The most important thing is to know who you are and then make decisions based on that. If something doesn’t go as planned you just need to take it and accept it and don’t regret it…some (see most) things happen for a reason and once something has happened you can’t do anything to change it…it’s a waste of energy to worry and fret and regret; move on and don’t let mistakes make you hesitate on future decisions.

o0's avatar

You are already on a set path, all you have to do is follow it. What I have learned most about life is that money won’t buy you friends, love, or the wind on your back.

YARNLADY's avatar

I suggest that you meet with an employment counselor or agent and take a general interest evaluation test. There are several online as well, but the personal evaluation is going to be more valuable. Combine that with an honest examination of your own likes and dislikes, and that will give you some direction.

An important thing to remember is to always remain flexible.

Hypocrisy_Central's avatar

Fact from fiction truth from diction. You want a job that (A) provides a steady reliable income so you not only do not have to live hand to mouth but can actually live and enjoy things; (B) that is fun, exciting and not boring; (C) that you won’t have to slave away years to get into it; (C) something that can be secure and self-directed for retirement. What you have described is real estate investing. I cannot remember where the statistic was but more people in the top 5% of society has obtained wealth by real estate than anything else, and if done right can provide a steady stream of income for your retirement.

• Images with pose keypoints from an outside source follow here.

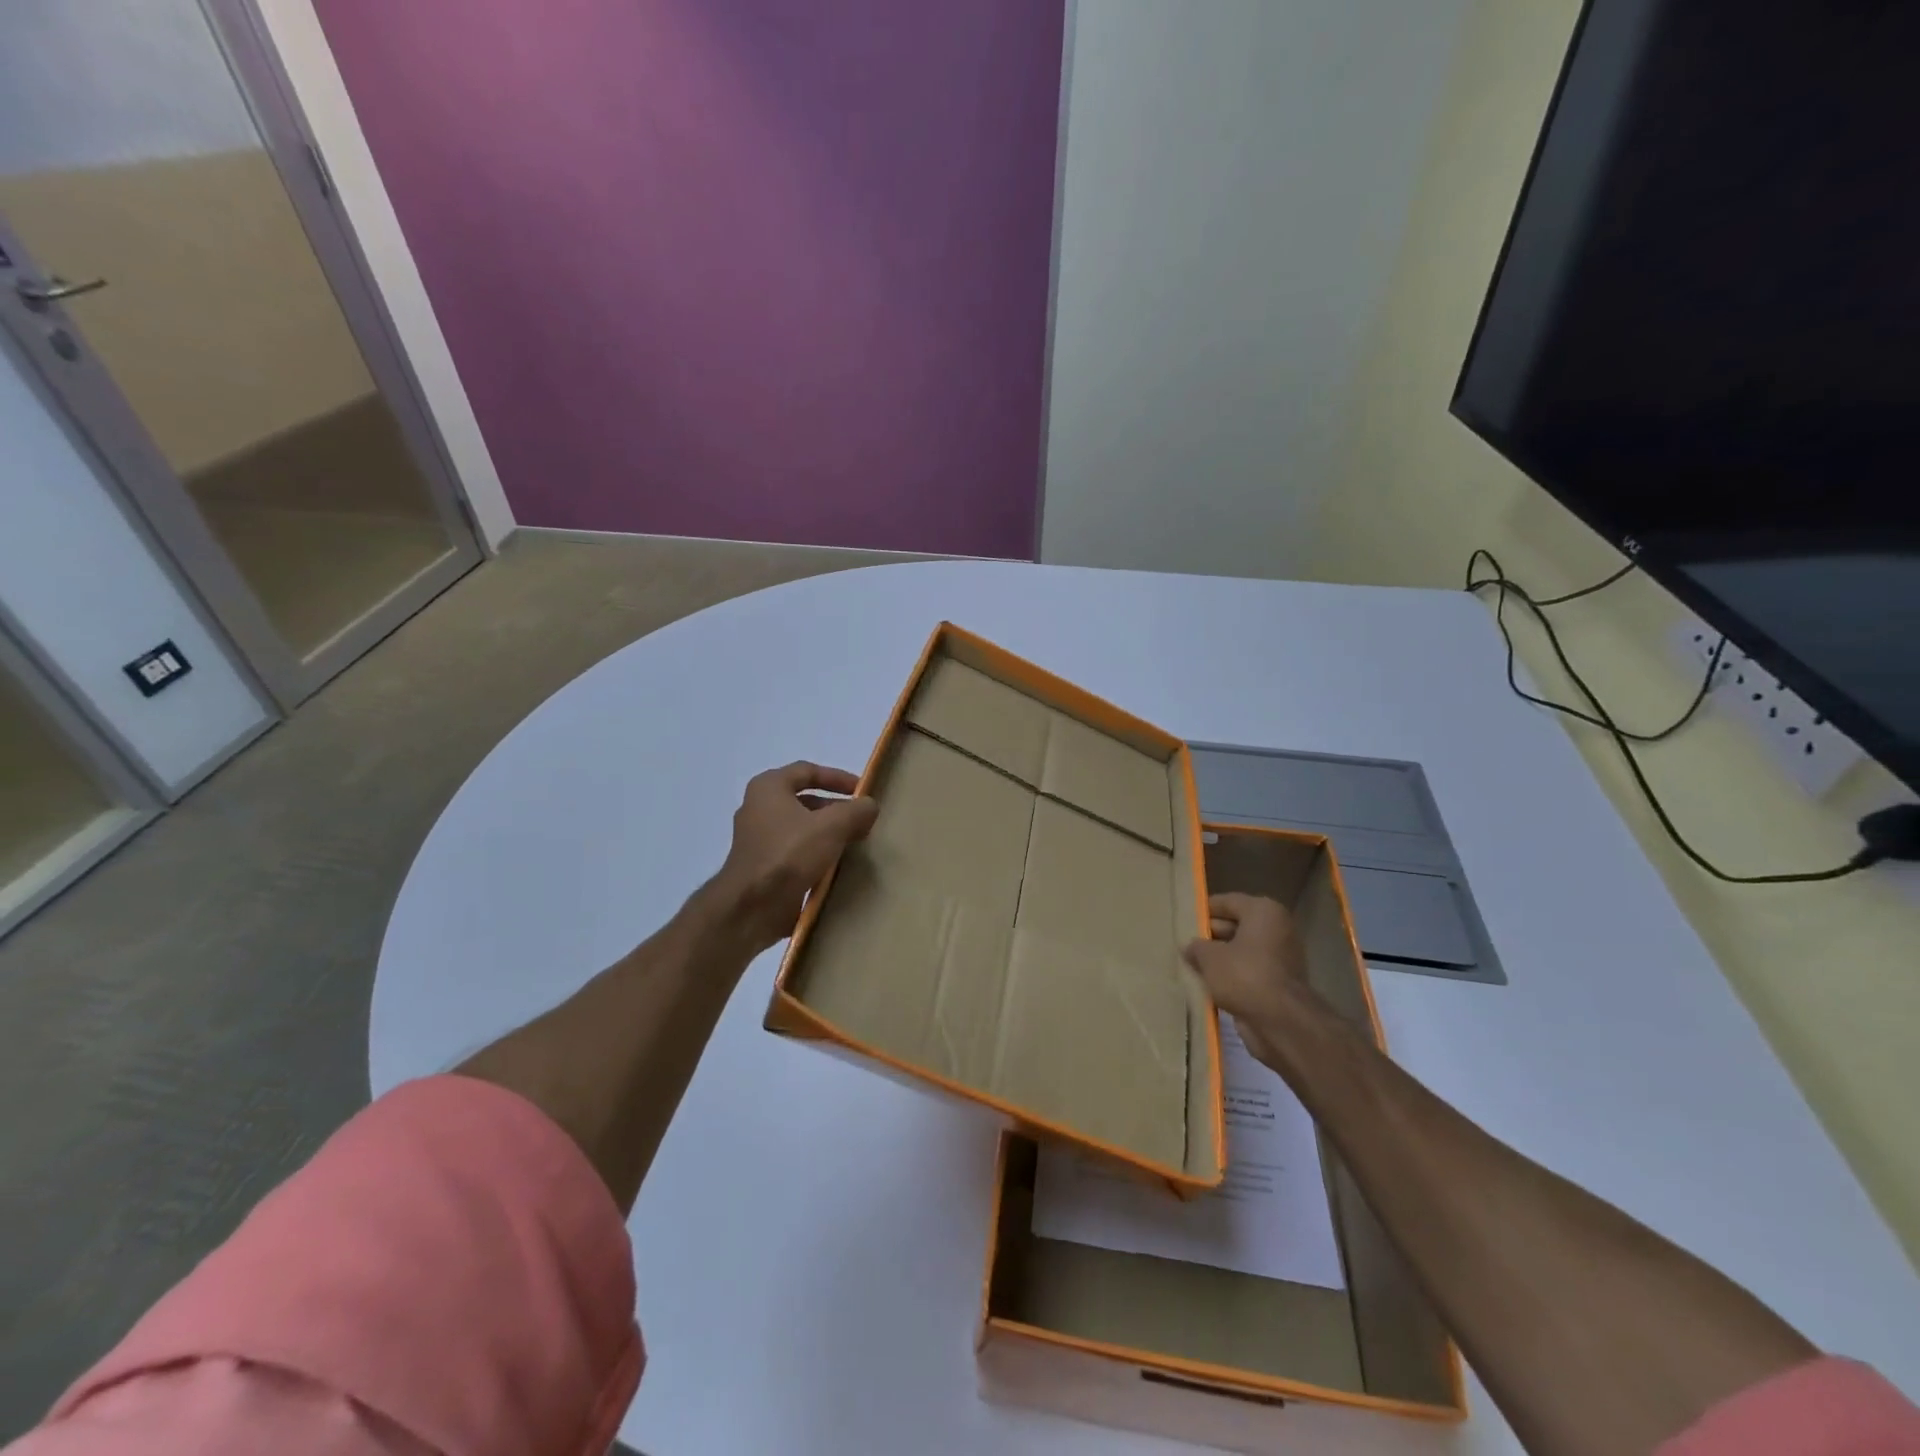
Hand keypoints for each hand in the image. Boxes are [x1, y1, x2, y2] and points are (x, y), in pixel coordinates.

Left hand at [713, 761, 877, 953]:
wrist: (751, 908)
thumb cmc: (789, 855)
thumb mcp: (832, 826)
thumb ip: (856, 810)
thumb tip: (870, 806)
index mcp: (769, 788)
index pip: (807, 770)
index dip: (837, 777)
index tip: (862, 790)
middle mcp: (758, 809)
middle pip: (804, 801)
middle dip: (835, 809)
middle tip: (861, 821)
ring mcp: (757, 840)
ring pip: (801, 829)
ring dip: (827, 834)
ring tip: (855, 844)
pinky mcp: (762, 868)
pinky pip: (794, 854)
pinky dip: (816, 856)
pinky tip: (836, 868)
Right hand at [1183, 892, 1318, 1068]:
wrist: (1282, 1023)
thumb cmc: (1244, 976)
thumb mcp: (1209, 957)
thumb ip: (1196, 947)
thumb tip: (1190, 947)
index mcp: (1263, 912)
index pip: (1227, 902)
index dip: (1203, 910)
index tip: (1183, 920)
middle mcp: (1276, 929)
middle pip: (1235, 926)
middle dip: (1210, 937)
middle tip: (1184, 945)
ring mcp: (1281, 957)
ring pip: (1241, 952)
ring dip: (1220, 960)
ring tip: (1191, 966)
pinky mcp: (1280, 983)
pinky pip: (1248, 973)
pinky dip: (1232, 978)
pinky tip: (1209, 986)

Most people are taught to go get a job, not to make money, to spend life trying to claw your way to the top. Many never think of real estate because they believe you have to have lots of money or a near perfect credit score. That is OK for those who just want a home and debt. The investor knows there are dozens of not more ways to get property with out a bank or cash of your own. You can get homes by liens, auctions, trade, even barter. Basically you can capitalize off someone else’s misfortune, which happens all the time. Someone losing their home to foreclosure and you hope it is never you another person IS going to get their hands on that property and usually cheaper than the original owner; so there is no feeling guilty needed.

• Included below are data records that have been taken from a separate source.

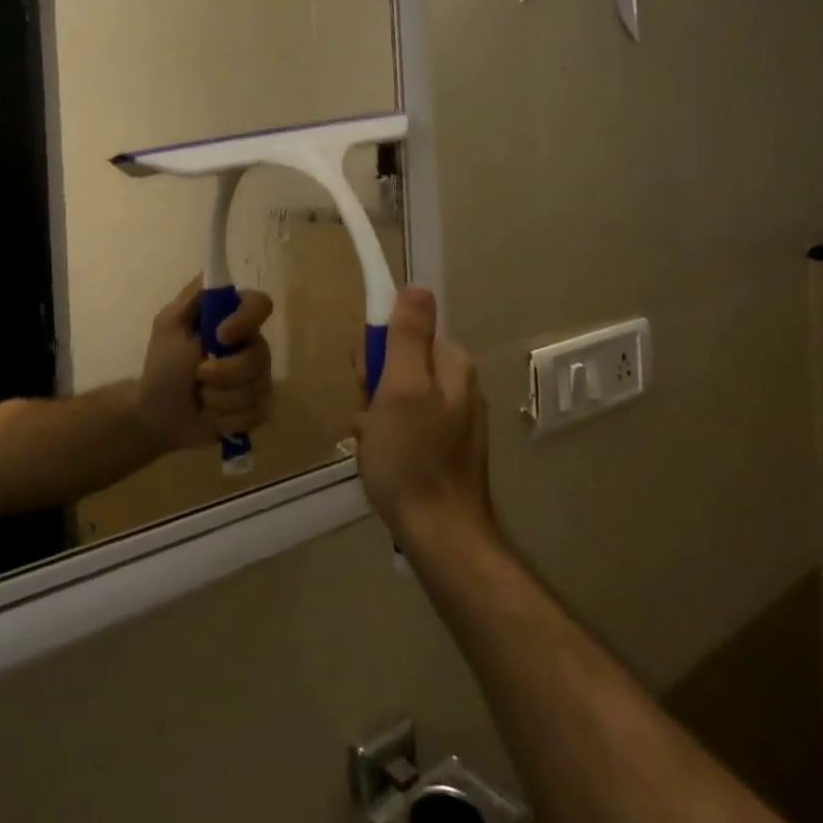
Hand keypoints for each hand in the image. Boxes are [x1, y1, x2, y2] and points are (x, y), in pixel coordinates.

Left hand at [133, 280, 274, 452]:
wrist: (157, 414)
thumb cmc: (162, 365)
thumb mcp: (169, 324)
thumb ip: (193, 297)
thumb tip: (215, 273)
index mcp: (232, 320)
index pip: (260, 305)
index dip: (246, 320)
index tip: (220, 335)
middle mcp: (251, 346)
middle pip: (261, 355)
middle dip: (226, 372)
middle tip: (198, 376)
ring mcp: (257, 379)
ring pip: (258, 387)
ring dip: (220, 398)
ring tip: (200, 398)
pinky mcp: (257, 409)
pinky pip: (255, 413)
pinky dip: (226, 417)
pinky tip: (209, 416)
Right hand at [355, 286, 493, 546]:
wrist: (438, 536)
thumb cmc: (412, 457)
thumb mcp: (401, 389)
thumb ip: (407, 337)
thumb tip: (416, 287)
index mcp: (450, 364)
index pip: (400, 331)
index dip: (375, 353)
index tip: (369, 381)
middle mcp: (454, 384)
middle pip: (395, 363)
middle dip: (372, 388)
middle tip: (371, 419)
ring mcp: (448, 417)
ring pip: (391, 396)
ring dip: (373, 416)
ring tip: (375, 444)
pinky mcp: (439, 445)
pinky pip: (399, 424)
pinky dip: (383, 437)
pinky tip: (382, 458)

Sometimes you would want to get it and sell it for a profit other times you want to hold on to it, lease it out. When you lease it out whoever has the lease is de factoly working for you! Because you can’t work on the docks like Mr. Smith, or in the school teaching like Ms. Jackson they do the work for you and give you part of the pay for the privilege of squatting on your property. If you got $200 profit off each of them that is $400 you got sleeping, shopping, attending church, taking a shower. That money comes if you are ill or well, on vacation or doing something else. Imagine $200 times even a dozen leasers? That amount is $2,400 you did not have to bust a bead of sweat for. THAT is how the top 5% make money, with leverage. Do not think of how to trade sweat for dollars but how to get dollars you do not have to sweat for.

Coloma's avatar


Excellent sharing, I parrot you 100%

I think this discussion is a wrap…there is nothing to be added to your beautiful and articulate ‘truths.’ ;-)

YARNLADY's avatar

Beware of the real estate ‘get rich’ attitude. I come from a real estate family, and I can tell you stories of people working hours on end with zero money coming in. Owning a rental property means you have to meet numerous zoning regulations and be prepared to go month and months with no tenants, and pay exorbitant repair bills when the tenants trash your place.

Keeping track of income and expenses, and filing taxes is practically a full time job by itself. You need to be able to budget your expenses over the long term, and have the ability to deal with an inconsistent income.

CMaz's avatar

“the best way to decide”

Don’t. Let life take its course. It is always changing. So will your decisions.